The lovely poison frog or lovely poison-arrow frog (Phyllobates lugubris) is a species of frog in the family Dendrobatidae. It is found on the Caribbean versant of Central America from southeastern Nicaragua through Costa Rica to northwestern Panama, with one record just west of the Panama Canal. Populations from the Pacific versant, formerly included in this species, are now identified as Phyllobates vittatus.

==Description==
Adult males measure 18.5–21 mm and females 21–24 mm in snout–vent length. Maxillary teeth are present. The dorsum is black with a pair of dorsolateral stripes, typically pale yellow to gold or orange, running along the sides of the dorsum from near the hindlimbs to the snout. The limbs are usually mottled with yellow–greenish yellow. The ventral surfaces are mottled with extensive black pigment, often to an extent that gives nearly solid black appearance.

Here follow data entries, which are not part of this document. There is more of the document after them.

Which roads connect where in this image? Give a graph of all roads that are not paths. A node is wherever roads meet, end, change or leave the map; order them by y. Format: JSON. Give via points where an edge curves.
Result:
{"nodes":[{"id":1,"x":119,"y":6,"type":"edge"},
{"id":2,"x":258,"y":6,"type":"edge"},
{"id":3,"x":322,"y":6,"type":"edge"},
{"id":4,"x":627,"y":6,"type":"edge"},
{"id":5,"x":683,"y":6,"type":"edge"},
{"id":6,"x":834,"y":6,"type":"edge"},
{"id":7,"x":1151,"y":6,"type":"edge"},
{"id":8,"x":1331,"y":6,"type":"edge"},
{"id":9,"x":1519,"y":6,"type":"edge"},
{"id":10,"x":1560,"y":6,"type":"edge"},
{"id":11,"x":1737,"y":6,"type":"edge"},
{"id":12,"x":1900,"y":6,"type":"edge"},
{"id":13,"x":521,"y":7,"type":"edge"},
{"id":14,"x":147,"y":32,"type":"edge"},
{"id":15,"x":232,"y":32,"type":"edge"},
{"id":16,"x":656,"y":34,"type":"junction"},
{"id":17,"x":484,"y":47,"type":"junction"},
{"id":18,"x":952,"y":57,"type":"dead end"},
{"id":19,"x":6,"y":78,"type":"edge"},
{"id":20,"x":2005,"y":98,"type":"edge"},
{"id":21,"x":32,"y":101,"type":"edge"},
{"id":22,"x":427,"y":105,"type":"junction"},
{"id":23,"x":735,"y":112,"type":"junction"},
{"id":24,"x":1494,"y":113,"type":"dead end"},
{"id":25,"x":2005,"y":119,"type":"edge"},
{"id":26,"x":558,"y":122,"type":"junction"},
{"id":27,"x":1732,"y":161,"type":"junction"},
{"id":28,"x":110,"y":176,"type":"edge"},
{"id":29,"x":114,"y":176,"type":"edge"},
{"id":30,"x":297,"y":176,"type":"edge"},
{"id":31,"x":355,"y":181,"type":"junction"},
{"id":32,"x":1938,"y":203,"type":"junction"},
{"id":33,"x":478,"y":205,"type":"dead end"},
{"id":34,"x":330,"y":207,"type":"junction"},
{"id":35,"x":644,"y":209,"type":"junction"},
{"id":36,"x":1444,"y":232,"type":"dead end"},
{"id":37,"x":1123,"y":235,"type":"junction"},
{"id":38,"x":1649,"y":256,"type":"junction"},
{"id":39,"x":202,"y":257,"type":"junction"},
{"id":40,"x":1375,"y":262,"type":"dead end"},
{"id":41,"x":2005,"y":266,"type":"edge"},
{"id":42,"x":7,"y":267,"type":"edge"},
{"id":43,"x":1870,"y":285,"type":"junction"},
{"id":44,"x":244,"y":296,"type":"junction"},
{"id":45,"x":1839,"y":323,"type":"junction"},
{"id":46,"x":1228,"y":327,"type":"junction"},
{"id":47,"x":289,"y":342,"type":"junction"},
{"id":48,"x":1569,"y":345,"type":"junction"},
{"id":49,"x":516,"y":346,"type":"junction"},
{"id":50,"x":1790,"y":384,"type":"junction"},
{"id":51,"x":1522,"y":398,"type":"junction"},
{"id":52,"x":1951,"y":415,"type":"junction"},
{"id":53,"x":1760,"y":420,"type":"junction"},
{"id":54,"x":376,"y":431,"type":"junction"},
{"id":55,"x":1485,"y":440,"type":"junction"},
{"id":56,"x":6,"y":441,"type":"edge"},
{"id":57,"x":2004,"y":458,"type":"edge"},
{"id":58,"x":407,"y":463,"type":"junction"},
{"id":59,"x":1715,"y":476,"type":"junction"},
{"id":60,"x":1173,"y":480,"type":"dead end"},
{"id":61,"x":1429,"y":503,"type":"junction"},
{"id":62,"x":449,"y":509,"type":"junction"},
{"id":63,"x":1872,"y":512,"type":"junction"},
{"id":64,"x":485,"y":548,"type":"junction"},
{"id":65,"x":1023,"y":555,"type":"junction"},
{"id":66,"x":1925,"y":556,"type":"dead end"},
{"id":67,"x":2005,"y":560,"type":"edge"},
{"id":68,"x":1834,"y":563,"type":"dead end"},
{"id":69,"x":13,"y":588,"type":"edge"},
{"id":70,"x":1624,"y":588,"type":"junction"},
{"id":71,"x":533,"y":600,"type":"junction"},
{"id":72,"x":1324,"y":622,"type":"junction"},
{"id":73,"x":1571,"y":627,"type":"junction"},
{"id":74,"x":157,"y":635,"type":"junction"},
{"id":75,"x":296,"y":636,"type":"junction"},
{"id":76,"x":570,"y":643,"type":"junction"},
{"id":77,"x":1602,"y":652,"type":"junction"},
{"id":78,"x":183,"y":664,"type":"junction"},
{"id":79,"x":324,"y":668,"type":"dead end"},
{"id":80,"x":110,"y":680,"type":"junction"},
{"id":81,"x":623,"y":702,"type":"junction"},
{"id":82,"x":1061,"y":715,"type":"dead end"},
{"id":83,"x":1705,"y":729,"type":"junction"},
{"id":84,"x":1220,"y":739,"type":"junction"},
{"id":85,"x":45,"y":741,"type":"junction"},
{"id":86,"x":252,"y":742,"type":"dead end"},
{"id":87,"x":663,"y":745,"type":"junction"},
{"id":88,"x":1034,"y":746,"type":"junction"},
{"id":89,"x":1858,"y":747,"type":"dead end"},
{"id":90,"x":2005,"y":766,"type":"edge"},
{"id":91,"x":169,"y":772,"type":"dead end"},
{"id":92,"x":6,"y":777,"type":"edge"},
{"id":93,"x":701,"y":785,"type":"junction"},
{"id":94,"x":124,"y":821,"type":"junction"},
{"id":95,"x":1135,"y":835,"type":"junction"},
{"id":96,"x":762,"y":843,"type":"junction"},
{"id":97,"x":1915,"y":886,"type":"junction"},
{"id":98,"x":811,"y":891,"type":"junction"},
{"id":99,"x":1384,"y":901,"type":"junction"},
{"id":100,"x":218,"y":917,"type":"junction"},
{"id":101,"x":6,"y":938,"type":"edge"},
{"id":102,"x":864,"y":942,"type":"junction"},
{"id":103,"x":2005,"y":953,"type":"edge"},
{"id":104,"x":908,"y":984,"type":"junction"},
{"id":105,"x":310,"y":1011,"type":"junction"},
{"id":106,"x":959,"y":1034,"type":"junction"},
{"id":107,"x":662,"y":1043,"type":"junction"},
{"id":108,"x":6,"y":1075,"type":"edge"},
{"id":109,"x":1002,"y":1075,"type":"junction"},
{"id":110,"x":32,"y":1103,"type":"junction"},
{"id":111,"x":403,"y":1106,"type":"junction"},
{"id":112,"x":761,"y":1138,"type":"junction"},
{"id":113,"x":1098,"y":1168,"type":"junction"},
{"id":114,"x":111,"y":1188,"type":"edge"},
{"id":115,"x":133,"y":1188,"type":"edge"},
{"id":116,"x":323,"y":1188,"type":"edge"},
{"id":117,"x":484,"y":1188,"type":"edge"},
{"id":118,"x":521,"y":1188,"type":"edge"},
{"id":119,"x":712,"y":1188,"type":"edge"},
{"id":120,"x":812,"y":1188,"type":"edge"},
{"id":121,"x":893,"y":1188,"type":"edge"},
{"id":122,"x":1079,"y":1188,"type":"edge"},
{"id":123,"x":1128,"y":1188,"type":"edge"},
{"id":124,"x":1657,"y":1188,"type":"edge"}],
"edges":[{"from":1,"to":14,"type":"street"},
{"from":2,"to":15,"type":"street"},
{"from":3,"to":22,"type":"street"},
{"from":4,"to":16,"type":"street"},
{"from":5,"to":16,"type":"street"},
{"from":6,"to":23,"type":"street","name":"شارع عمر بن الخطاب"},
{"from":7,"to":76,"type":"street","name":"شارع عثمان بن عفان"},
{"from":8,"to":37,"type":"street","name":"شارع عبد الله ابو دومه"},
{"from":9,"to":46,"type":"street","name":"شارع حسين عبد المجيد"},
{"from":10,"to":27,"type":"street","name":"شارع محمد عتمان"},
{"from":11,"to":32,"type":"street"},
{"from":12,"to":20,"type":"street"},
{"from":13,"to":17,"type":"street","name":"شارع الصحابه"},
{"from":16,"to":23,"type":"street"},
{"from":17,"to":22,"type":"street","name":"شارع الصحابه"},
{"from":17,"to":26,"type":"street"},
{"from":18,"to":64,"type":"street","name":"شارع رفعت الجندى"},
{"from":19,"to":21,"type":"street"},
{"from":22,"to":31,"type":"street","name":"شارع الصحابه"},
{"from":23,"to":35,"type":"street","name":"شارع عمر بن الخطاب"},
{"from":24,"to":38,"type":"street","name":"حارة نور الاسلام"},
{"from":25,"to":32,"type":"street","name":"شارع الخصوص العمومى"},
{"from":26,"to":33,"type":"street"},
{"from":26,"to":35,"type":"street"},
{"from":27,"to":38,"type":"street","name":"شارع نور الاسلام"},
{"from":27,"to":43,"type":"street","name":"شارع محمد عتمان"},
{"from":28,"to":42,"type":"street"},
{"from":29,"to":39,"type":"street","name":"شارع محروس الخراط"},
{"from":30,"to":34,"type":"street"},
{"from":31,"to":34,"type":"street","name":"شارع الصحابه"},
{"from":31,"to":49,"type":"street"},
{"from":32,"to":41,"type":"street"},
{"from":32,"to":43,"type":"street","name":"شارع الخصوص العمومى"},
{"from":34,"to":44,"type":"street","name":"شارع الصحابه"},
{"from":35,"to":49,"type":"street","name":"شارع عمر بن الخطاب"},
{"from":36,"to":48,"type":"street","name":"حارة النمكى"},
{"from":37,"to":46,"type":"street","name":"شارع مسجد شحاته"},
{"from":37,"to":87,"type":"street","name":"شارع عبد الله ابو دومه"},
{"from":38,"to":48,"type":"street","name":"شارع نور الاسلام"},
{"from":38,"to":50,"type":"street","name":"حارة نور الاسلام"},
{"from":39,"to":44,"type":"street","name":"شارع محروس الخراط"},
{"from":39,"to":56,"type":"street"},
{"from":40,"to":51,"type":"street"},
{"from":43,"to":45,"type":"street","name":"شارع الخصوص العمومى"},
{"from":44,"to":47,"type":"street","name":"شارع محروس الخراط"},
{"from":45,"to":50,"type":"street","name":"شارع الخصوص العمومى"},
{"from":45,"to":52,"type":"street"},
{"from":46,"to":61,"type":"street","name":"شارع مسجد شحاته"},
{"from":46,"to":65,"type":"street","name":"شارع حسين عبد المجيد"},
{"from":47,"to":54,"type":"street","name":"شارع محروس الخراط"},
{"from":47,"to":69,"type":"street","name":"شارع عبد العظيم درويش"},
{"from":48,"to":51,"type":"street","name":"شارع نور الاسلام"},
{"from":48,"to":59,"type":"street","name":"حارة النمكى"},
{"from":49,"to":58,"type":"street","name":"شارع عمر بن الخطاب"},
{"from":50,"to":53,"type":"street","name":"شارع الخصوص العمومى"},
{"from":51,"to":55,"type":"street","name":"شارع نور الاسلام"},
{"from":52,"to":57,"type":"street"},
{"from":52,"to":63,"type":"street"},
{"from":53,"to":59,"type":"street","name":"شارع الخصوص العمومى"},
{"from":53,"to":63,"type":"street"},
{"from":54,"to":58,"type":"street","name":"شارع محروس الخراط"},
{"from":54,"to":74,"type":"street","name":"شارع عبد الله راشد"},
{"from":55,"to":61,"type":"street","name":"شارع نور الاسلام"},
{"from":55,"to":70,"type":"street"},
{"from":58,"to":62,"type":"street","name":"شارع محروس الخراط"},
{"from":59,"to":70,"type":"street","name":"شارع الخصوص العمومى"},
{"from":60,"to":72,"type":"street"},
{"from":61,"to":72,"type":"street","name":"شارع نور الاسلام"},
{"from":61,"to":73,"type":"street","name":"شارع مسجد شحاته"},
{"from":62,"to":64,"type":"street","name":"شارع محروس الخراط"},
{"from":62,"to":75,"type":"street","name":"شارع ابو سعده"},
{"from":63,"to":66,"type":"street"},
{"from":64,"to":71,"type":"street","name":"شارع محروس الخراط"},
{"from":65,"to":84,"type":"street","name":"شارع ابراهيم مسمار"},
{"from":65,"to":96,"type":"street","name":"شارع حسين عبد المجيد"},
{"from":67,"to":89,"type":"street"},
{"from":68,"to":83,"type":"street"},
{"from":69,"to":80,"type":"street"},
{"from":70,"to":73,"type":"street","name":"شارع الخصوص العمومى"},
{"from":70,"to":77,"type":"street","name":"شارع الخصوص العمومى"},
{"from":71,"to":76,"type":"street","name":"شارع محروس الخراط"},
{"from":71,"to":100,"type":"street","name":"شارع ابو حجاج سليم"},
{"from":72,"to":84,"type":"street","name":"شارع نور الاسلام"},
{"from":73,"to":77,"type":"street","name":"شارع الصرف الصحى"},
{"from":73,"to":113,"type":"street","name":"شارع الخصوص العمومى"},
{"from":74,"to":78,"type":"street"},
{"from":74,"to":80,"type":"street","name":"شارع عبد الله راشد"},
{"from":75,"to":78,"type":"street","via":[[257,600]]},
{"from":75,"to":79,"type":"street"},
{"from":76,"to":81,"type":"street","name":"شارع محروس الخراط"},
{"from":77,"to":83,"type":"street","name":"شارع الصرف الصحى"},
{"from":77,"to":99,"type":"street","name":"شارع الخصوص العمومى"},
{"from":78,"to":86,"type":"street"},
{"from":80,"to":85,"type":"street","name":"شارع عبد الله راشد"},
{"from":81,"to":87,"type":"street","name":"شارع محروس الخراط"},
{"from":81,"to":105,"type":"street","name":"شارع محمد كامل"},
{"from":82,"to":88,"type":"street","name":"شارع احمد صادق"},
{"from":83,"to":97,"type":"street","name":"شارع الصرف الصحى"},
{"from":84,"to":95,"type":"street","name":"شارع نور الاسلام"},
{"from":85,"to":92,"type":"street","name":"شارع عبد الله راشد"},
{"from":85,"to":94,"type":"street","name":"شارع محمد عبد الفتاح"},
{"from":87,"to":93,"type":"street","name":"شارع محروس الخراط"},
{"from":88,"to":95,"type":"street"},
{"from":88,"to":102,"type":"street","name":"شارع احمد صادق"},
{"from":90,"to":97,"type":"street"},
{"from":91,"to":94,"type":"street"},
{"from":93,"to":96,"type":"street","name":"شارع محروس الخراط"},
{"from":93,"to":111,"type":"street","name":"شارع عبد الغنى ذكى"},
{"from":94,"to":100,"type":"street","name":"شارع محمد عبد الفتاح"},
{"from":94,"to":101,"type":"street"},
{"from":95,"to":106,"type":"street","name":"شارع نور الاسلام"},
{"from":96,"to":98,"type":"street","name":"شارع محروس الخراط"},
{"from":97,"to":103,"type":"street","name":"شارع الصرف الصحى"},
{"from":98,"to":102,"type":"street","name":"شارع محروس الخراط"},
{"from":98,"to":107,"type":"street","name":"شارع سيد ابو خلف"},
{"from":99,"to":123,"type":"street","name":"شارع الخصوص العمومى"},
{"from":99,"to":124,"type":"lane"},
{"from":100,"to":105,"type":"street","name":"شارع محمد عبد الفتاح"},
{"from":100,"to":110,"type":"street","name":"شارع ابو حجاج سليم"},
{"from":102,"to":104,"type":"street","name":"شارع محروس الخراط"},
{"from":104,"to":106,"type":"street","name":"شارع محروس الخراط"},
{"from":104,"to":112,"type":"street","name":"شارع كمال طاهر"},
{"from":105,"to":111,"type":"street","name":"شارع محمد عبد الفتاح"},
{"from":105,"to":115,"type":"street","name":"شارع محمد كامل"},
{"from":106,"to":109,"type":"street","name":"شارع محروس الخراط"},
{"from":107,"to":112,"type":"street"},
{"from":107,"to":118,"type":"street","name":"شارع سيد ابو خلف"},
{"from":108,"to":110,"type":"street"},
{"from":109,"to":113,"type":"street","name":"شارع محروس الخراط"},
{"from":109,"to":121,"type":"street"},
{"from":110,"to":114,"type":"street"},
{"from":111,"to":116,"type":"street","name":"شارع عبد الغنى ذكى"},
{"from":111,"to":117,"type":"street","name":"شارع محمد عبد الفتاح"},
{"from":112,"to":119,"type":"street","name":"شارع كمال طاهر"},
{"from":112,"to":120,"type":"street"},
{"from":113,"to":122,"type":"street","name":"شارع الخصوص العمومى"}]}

While P. lugubris is normally toxic like other related species, some populations in Central America are not known to be toxic.

==Reproduction==

The male frog finds a concealed perch, such as in a watery area surrounded by vegetation. He then calls to the female frog. The female frog lays eggs on dry leaf litter. The male frog cares for the eggs, protecting them from dehydration via hydric brooding. After the eggs hatch, the male frog carries the tadpoles on his back to streams, where they complete development.

==Habitat and conservation==
Phyllobates lugubris inhabits humid lowland forests (marginally the premontane forests) at elevations of 10–601 m above sea level. It can also occur in secondary growth and plantations. It is diurnal and terrestrial. Adult frogs are often found by rocky sections of forest streams.

General habitat loss and pollution are potential threats to this species. Chytrid fungus, Batrachochytrium dendrobatidis, has been detected in museum specimens but its impact on natural populations is unknown. Phyllobates lugubris is sometimes present in the pet trade, with some illegal collection occurring. It is listed in the CITES Appendix II. It is present in several protected areas.